Overview of ovn-kubernetes deployment

There are three pod types for this deployment:

[root@ocp-ipimetal-45-lab ~]# oc get pods -n openshift-ovn-kubernetes -o go-template='{{ range .items}}{{ if (eq .spec.nodeName "openshift-master-0.example.com") }}{{printf "%s\n" .metadata.name}}{{end}}{{end}}'
ovnkube-master-2wltp
ovnkube-node-wrtnh
ovs-node-4qmgn
[root@ocp-ipimetal-45-lab ~]# oc get pods -n openshift-ovn-kubernetes -o go-template='{{ range .items}}{{ if (eq .spec.nodeName "openshift-worker-0.example.com") }}{{printf "%s\n" .metadata.name}}{{end}}{{end}}'
ovnkube-node-5l7dc
ovs-node-r5r84

Information flow for OpenFlow rule creation: ApiServer -> ovn-kubernetes master -> nbdb -> northd -> sbdb -> ovn-controller -> openvswitch

ovn-kubernetes master components:

  • ovn-k8s master
  • nbdb
  • ovn-northd
  • sbdb

ovn-kubernetes node components:

  • ovn-ks8 node
  • ovn-controller
  • OpenVswitch

Diagram of the OVN architecture taken from the man page.
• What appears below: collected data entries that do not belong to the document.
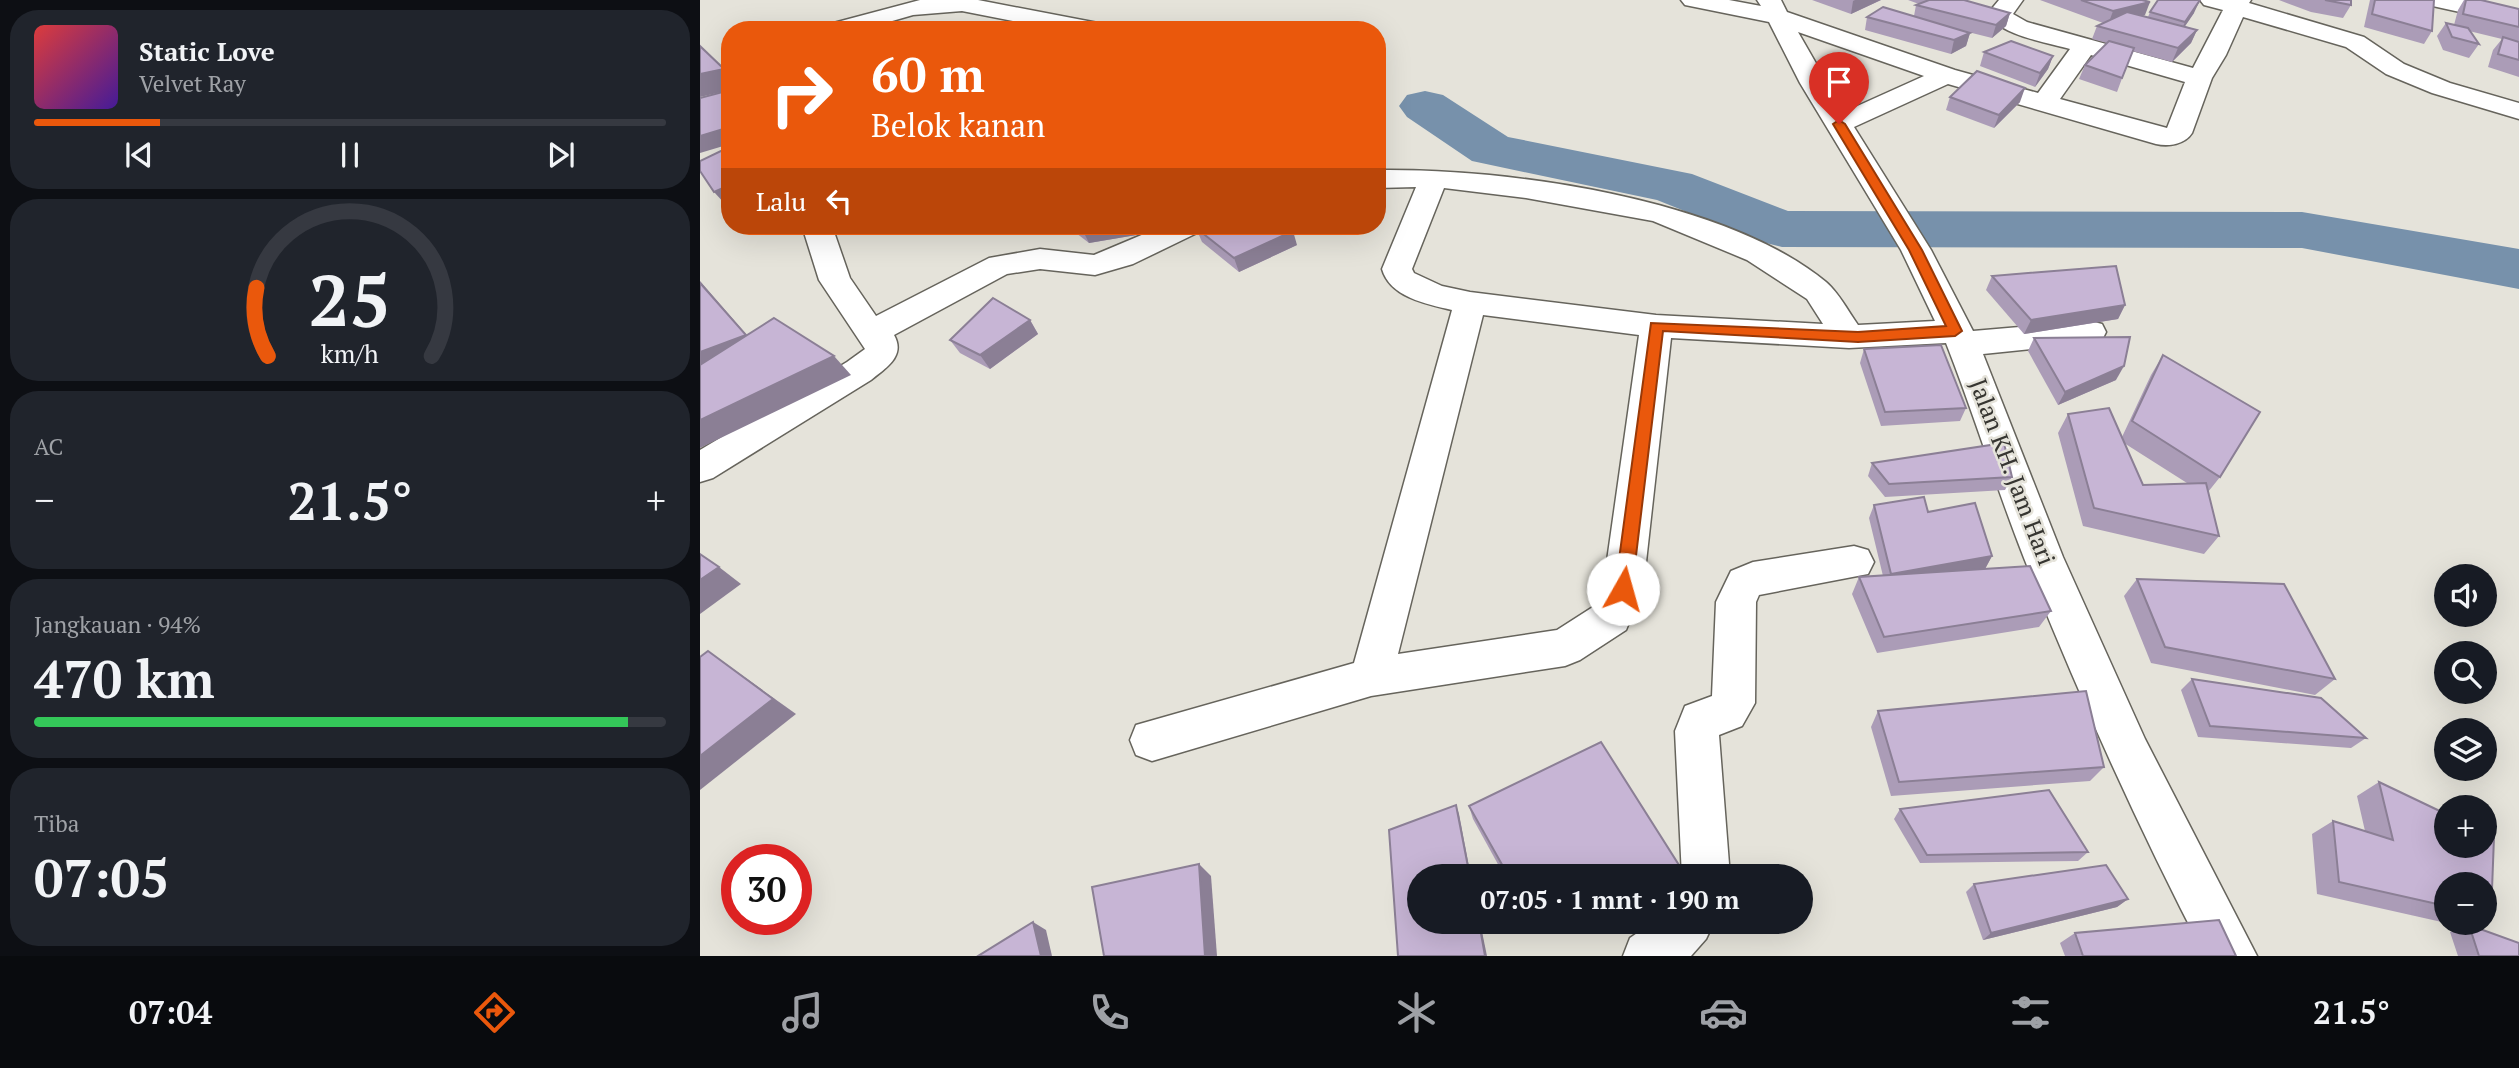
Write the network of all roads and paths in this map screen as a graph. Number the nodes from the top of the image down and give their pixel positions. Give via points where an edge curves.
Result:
1 (1693, 0) edge
2 (2011, 0) edge
3 (2212, 0) edge
4 (2436, 0) edge
5 (2239, 3) edge
6 (2478, 4) edge
7 (1772, 8) edge
8 (2519, 18) edge
9 (864, 21) edge
10 (1037, 21) edge
11 (2085, 46) junction
12 (1946, 75) junction
13 (2199, 78) junction
14 (2045, 102) junction
15 (2519, 111) edge
16 (1842, 129) junction
17 (1434, 178) junction
18 (1386, 179) edge
19 (820, 235) edge
20 (1168, 235) edge
21 (1470, 303) junction
22 (1656, 326) junction
23 (2090, 332) edge
24 (872, 333) junction
25 (1849, 337) junction
26 (1959, 338) junction
27 (700, 468) edge
28 (1854, 562) dead end
29 (1371, 677) junction
30 (1152, 740) dead end
31 (1705, 864) edge
32 (1680, 934) edge
33 (1648, 956) edge
34 (2232, 956) edge

1 - 7 street
2 - 11 street via 2001,12 2008,22
3 - 5 street
4 - 6 street
5 - 13 street
5 - 15 street via 2355,42 2395,69 2441,88
6 - 8 street
7 - 12 street
7 - 16 street, Jalan KH. Jam Hari
9 - 10 street via 942,3
11 - 13 street
11 - 14 street
12 - 14 street
12 - 16 street
13 - 14 street via 2179,133 2166,138
16 - 26 street, Jalan KH. Jam Hari via 1916,250
17 - 18 street
17 - 21 street via 1397,269 1400,279 1423,290
17 - 25 street via 1660,213 1758,253 1801,279 1818,292
19 - 24 street via 835,280
20 - 24 street via 1095,265 1040,259 1000,265
21 - 22 street
21 - 29 street
22 - 25 street
22 - 29 street via 1623,589 1612,617 1565,647
23 - 26 street
24 - 27 street via 882,343 881,354
25 - 26 street
26 - 34 street, Jalan KH. Jam Hari via 2043,557 2129,754
28 - 31 street via 1753,579 1741,590 1733,703 1727,712 1700,720 1697,731
29 - 30 street
32 - 33 street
CMS explained below, and HV is hypervisor (in our case we can refer to it as a worker).

                                         CMS
                                          |
                                          |
                              +-----------|-----------+
                              |           |           |
                              |     OVN/CMS Plugin    |
                              |           |           |
                              |           |           |
                              |   OVN Northbound DB   |
                              |           |           |
                              |           |           |
                              |       ovn-northd      |
                              |           |           |
                              +-----------|-----------+
                                          |
                                          |
                                +-------------------+
                                | OVN Southbound DB |
                                +-------------------+
                                          |
                                          |
                       +------------------+------------------+
                       |                  |                  |
         HV 1          |                  |    HV n          |
       +---------------|---------------+  .  +---------------|---------------+
       |               |               |  .  |               |               |
       |        ovn-controller         |  .  |        ovn-controller         |
       |         |          |          |  .  |         |          |          |
       |         |          |          |     |         |          |          |
       |  ovs-vswitchd   ovsdb-server  |     |  ovs-vswitchd   ovsdb-server  |
       |                               |     |                               |
       +-------------------------------+     +-------------------------------+

Step by Step Pod Creation

As an example we go over the steps that are taken by creating a simple pod using kube-ovn.

Pod creation steps:

  1. Pod Object is created.
  2. Scheduler reacts to pod creation, sets v1.Pod.spec.NodeName property.
  3. Kubelet notices the pod (if it's nodename matches).
  4. Kubelet creates a sandbox (the actual container, cgroups, linux ns, selinux) via CRI (Container Runtime Interface) to CRI-O (which then uses runc and so on). (Creating Sandbox)
  5. CRIO executes CNI plugin binary (That binary is also called ovn-kubernetes). This can be referred to as Kubernetes Cloud Management System (CMS) plugin.
  6. CNI plugin sends an http POST request to ovn-kubernetes-node over an internal socket.
  7. OVN-k node creates veth pair (connected to the ovn bridge - mapping ref), then waits[0] for annotations and OpenFlows in openvswitchd. (WatchServices control loop)
  8. ovn-k master notices the pod, executes addLogicalPort.
  9. addLogicalPort creates a pod object in nbdb. 1. ovn-northd which watches for changes in nbdb generates logicalFlows in sbdb. Assigns IP addresses at the same time (OCP 4.5+). 2. ovn-controller observes changes in sbdb programs openvswitch.
  10. ovn-k master watches for changes on the objects it created then sets annotations (IP, MAC, status).
  11. ovn-k node observes that annotations and flows are present, returns response to CNI request
  12. CNI binary exits
  13. CRI-O returns response
  14. Kubelet continues setting up pod

All steps are done via polling (minus the crio executing the binary), there is no direct communication between services. Most of the steps where it states X is watching for changes, this is non blocking and asynchronous. Multiple pods can be created at once.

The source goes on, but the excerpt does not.